**Your assignment**
Please copy out every line in the records below that includes the word "lane".

(Saved data entries)
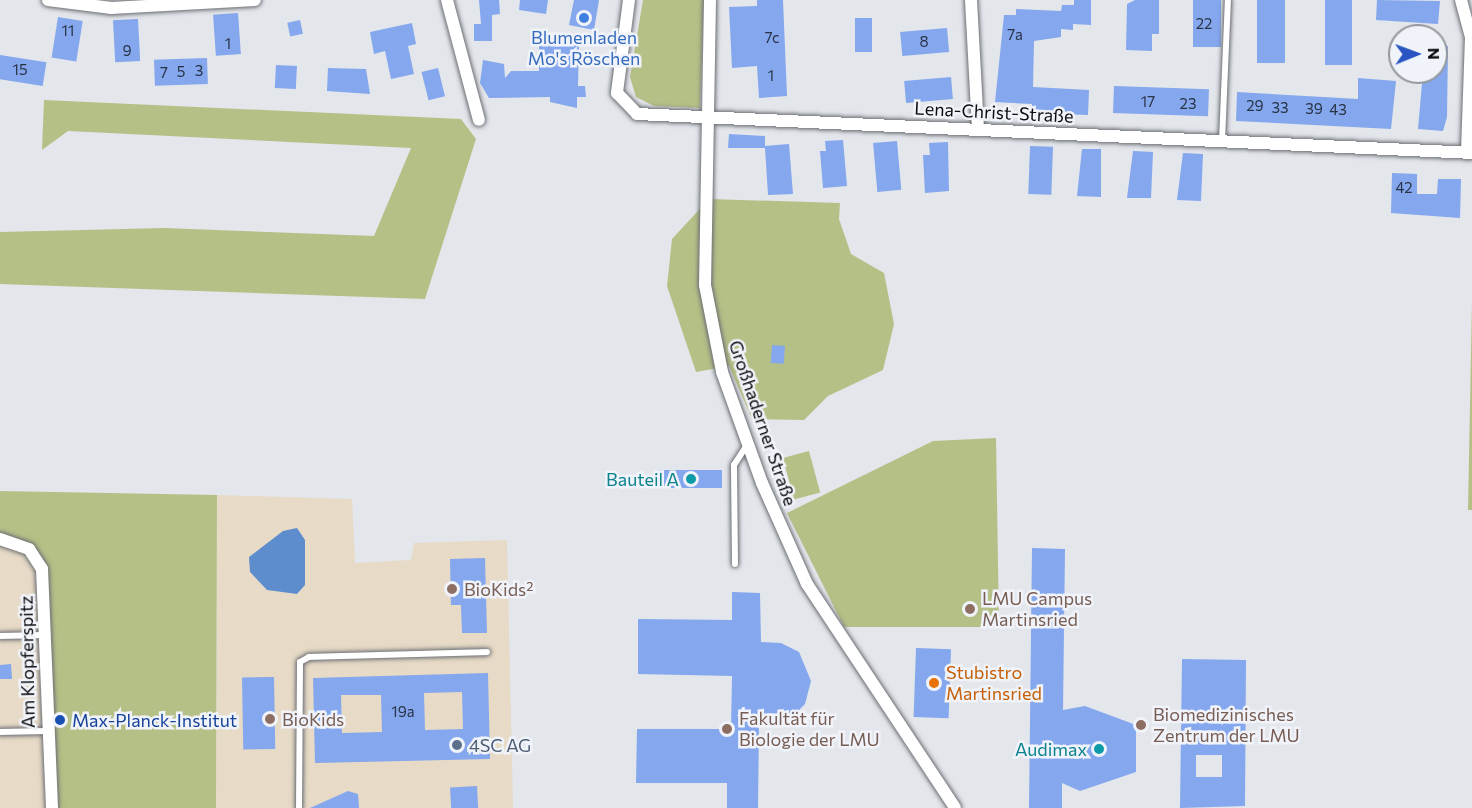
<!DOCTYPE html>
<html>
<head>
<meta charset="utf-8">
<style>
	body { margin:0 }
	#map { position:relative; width:1472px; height:808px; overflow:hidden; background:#e3e6eb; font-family:Commissioner,sans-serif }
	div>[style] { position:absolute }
	.commercial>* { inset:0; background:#e7dac6 }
	.green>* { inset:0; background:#b5c087; transform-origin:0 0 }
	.water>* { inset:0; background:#5e8dcd }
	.building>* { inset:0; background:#84a7ee; transform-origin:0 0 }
	.roads { filter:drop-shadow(0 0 2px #6b6e73) drop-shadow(0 0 2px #6b6e73) }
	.lane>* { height:6px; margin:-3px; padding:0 3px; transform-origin:3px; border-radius:3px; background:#fff }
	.street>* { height:12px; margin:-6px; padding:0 6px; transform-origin:6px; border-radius:6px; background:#fff }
	.dots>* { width:16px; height:16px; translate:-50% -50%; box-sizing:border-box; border:3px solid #f0f3f9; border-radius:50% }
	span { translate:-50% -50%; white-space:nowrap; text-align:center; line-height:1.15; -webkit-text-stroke:5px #f0f3f9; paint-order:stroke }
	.number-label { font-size:15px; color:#293346 }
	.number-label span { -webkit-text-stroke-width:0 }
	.shop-label { font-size:18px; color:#366cbe }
	.street-label { font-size:18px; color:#0b0c0e }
	.culture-label { font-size:18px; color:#0d838f }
	.right { translate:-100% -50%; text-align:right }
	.education-label { font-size:18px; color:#785e54 }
	.left { translate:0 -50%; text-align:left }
	.food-label { font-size:18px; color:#c56008 }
	.transit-label { font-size:18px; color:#164399 }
	.service-label { font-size:18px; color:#4e5e75 }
	.north { position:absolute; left:1388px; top:24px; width:60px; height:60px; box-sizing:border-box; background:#f0f3f9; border:2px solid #94979b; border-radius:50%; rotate:89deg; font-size:16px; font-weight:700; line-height:24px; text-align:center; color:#0b0c0e }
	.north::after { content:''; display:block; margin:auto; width:21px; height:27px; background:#2954c2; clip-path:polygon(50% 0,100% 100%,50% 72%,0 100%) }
</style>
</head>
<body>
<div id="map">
	<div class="commercial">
		<i style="clip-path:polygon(217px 495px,352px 499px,355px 563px,411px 560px,414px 543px,507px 540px,513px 808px,216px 808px)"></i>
		<i style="clip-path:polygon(0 535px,32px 545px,48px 566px,58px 808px,0 808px)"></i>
	</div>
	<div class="green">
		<i style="clip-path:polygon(643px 0,704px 0,700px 108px,654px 106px,636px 97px,630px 77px)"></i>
		<i style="clip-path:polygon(44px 100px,461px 119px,476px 139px,425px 299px,0 284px,0 232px,164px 228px,374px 236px,411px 148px,68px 131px,42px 150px)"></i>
		<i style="clip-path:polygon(709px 199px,840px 203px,839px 219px,851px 254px,884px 273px,894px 324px,883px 370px,828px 396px,804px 420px,752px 419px,729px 366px,696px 372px,667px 286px,672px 239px)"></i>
		<i style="clip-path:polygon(1472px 301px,1472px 510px,1468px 510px)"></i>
		<i style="clip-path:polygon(996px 438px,999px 627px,844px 627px,787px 513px,933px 441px)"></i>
		<i style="left:809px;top:451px;width:43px;height:27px;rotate:75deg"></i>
		<i style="clip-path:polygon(0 491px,217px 495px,216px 808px,58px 808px,48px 566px,32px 545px,0 535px)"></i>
	</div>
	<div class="water">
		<i style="clip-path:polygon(297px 528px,305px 540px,305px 585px,297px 594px,267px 590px,250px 572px,249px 557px,283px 531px)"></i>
	</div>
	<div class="building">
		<i style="clip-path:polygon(479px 0,499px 0,500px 14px,492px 15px,492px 41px,474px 41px,474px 24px,481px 24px)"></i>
		<i style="clip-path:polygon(520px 0,548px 0,546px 14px,519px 10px)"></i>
		<i style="clip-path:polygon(574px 0,599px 0,594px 30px,569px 25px)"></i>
		<i style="clip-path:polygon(757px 0,783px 0,787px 96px,759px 98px,757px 66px,732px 68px,729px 7px,757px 6px)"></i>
		<i style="clip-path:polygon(1074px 0,1091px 0,1091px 25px,1073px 24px,1073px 30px,1061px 29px,1061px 37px,1034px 41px,1033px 87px,1089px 90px,1088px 115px,1032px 113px,1032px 104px,995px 102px,1004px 15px,1016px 15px,1016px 9px,1061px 11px,1062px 5px,1074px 5px)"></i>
		<i style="clip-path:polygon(1135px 0,1159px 0,1159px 34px,1152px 34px,1152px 51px,1126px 50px,1127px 4px)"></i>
		<i style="left:1193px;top:0;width:28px;height:47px"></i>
		<i style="left:1257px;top:0;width:28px;height:63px"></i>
		<i style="left:1325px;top:0;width:27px;height:65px"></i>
		<i style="clip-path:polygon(1377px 0,1440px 1px,1438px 24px,1376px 20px)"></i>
		<i style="left:238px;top:13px;width:41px;height:25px;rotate:86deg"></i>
		<i style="left:58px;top:17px;width:25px;height:41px;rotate:9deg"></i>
		<i style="left:855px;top:18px;width:17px;height:34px"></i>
		<i style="left:138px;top:19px;width:42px;height:25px;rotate:87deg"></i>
		<i style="left:300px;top:20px;width:14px;height:13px;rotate:78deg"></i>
		<i style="clip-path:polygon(412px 23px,416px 44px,408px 46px,414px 74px,391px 79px,385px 51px,374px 54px,370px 32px)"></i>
		<i style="left:947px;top:28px;width:24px;height:47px;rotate:85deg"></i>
		<i style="clip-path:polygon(539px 45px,579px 45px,578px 86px,585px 86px,586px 97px,577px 97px,577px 108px,550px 102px,550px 97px,489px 98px,480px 83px,483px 60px,504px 64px,505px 78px,511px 71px,539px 71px)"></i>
		<i style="clip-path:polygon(1436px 45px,1448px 46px,1447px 117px,1443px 131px,1418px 129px,1423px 72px,1436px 72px)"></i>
		<i style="left:0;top:55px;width:47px;height:24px;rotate:9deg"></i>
		<i style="left:207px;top:58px;width:26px;height:53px;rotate:88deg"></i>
		<i style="left:276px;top:65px;width:21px;height:23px;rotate:3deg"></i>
		<i style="clip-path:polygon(328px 68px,366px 69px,370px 94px,327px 91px)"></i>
		<i style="left:438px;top:68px;width:29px;height:17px;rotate:76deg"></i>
		<i style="left:951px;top:77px;width:22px;height:47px;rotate:85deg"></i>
		<i style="clip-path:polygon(1358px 78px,1396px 81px,1391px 129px,1236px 121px,1237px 92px,1358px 99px)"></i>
		<i style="left:1114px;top:86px;width:95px;height:27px;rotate:2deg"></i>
		<i style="clip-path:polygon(729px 134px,765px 136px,765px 146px,789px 144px,793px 194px,768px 195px,765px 148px,728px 148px)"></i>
		<i style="clip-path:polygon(843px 140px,847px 186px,823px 188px,820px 151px,826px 151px,825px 141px)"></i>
		<i style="left:897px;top:141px;width:49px;height:24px;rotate:85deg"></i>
		<i style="clip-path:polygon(948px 142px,949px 191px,925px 193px,923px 155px,930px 155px,929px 143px)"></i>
		<i style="left:1030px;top:146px;width:23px;height:48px;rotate:2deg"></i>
		<i style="clip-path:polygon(1082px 149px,1101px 149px,1101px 197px,1077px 196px)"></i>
		<i style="clip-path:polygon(1133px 151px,1153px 152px,1151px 198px,1127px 198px)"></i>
		<i style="clip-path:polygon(1183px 153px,1203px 154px,1201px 201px,1177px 200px)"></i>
		<i style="clip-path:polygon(1392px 173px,1417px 174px,1417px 194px,1437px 194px,1438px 179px,1461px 179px,1460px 218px,1391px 213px)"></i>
		<i style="left:772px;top:345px;width:13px;height:18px;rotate:4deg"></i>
		<i style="left:660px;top:470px;width:62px;height:18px"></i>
		<i style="clip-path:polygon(1032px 548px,1065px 549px,1063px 710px,1085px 706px,1136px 725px,1136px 772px,1080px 791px,1062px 783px,1062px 808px,1029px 808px)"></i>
		<i style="clip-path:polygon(485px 558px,487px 633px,462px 633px,461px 605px,451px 605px,450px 559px)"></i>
		<i style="clip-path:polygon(732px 592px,760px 593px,761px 642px,781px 643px,799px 652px,811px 681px,805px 704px,788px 721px,759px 725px,758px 808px,727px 808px,727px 783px,636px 783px,637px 729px,731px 729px,732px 676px,638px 674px,638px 619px,732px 620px)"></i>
		<i style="left:916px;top:648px;width:35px;height:69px;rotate:2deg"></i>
		<i style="clip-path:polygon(evenodd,1182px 659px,1246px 660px,1245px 806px,1180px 808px,1182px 659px,1196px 755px,1222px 755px,1222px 777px,1196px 777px,1196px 755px)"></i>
		<i style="clip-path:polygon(11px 664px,12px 679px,0 679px,0 665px)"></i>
		<i style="clip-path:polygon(evenodd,488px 673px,490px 759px,315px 763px,313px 678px,488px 673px,462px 692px,463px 729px,425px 730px,424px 693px,462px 692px,488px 673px,341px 695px,381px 695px,382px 732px,342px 733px,341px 695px)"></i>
		<i style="left:274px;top:677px;width:72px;height:32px;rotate:89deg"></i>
		<i style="left:477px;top:786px;width:22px;height:27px;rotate:87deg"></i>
		<i style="clip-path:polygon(348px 791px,358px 794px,359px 808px,310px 808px)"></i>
	</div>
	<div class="roads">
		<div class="lane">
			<i style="left:1222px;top:141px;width:141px;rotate:-87.6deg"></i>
			<i style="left:735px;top:564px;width:99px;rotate:-90.6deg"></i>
			<i style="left:734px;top:465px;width:24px;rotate:-57deg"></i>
			<i style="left:0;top:636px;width:44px;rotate:-1.3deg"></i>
			<i style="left:0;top:732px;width:47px;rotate:-1.2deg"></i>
			<i style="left:299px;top:808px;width:146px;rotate:-89.6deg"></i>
			<i style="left:300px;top:662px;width:10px;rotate:-29deg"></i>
			<i style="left:309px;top:657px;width:178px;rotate:-1.6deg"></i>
		</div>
		<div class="street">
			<i style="left:48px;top:0;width:64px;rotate:7.2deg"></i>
			<i style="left:111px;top:8px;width:144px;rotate:-3.2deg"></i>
			<i style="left:447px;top:0;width:124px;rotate:75.1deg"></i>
			<i style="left:629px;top:0;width:94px;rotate:97.4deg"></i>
			<i style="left:617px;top:93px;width:29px;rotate:46deg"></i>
			<i style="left:637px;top:114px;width:836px;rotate:2.67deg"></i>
			<i style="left:710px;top:0;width:285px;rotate:91deg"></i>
			<i style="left:705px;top:285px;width:89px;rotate:78.9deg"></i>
			<i style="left:722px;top:372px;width:118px;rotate:70.2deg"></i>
			<i style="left:762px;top:483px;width:111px;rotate:66deg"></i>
			<i style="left:807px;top:584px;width:268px;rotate:56.5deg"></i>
			<i style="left:971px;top:0;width:128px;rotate:86.9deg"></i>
			<i style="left:1461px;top:0;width:38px;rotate:75deg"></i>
			<i style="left:1471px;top:37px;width:116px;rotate:92deg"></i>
			<i style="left:0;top:539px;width:31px;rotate:19deg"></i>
			<i style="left:29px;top:549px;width:24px;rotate:57deg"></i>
			<i style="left:42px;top:569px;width:239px;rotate:87.6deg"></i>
		</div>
	</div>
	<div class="dots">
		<i style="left:584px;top:18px;background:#3f7fe0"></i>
		<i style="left:691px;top:479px;background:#0f9aa8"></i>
		<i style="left:452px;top:589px;background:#8d6e63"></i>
		<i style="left:970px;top:609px;background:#8d6e63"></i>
		<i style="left:934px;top:683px;background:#e8710a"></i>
		<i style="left:270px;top:719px;background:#8d6e63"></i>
		<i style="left:60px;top:720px;background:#1a4fb4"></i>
		<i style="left:1141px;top:725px;background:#8d6e63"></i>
		<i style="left:727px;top:729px;background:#8d6e63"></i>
		<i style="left:457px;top:745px;background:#5c6f8a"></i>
		<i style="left:1099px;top:749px;background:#0f9aa8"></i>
	</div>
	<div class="number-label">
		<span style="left:1204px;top:24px">22</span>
		<span style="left:68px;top:31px">11</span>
		<span style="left:1015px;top:35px">7a</span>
		<span style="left:772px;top:38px">7c</span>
		<span style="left:924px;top:42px">8</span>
		<span style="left:228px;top:44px">1</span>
		<span style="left:127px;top:51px">9</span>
		<span style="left:20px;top:70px">15</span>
		<span style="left:199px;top:71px">3</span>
		<span style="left:181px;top:72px">5</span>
		<span style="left:164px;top:73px">7</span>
		<span style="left:771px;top:76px">1</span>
		<span style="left:1148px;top:102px">17</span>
		<span style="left:1188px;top:104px">23</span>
		<span style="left:1255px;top:106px">29</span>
		<span style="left:1280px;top:108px">33</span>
		<span style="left:1314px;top:109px">39</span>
		<span style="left:1338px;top:110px">43</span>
		<span style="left:1404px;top:188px">42</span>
		<span style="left:403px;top:712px">19a</span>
	</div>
	<div class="shop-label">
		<span style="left:584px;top:48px">Blumenladen<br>Mo's Röschen</span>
	</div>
	<div class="street-label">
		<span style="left:994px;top:112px;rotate:3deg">Lena-Christ-Straße</span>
		<span style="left:763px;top:423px;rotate:71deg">Großhaderner Straße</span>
		<span style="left:27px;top:662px;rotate:-91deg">Am Klopferspitz</span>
	</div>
	<div class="culture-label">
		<span class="right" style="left:679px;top:479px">Bauteil A</span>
		<span class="right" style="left:1087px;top:749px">Audimax</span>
	</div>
	<div class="education-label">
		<span class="left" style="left:464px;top:589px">BioKids²</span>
		<span class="left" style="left:982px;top:609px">LMU Campus<br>Martinsried</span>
		<span class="left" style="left:1153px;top:725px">Biomedizinisches<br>Zentrum der LMU</span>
		<span class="left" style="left:282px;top:719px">BioKids</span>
		<span class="left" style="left:739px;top:729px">Fakultät für<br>Biologie der LMU</span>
	</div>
	<div class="food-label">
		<span class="left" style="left:946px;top:683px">Stubistro<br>Martinsried</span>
	</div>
	<div class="transit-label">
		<span class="left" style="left:72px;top:720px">Max-Planck-Institut</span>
	</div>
	<div class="service-label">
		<span class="left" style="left:469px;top:745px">4SC AG</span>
	</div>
	<div class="north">N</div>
</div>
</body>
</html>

**Result of the task**
	.lane>* { height:6px; margin:-3px; padding:0 3px; transform-origin:3px; border-radius:3px; background:#fff }
		<div class="lane">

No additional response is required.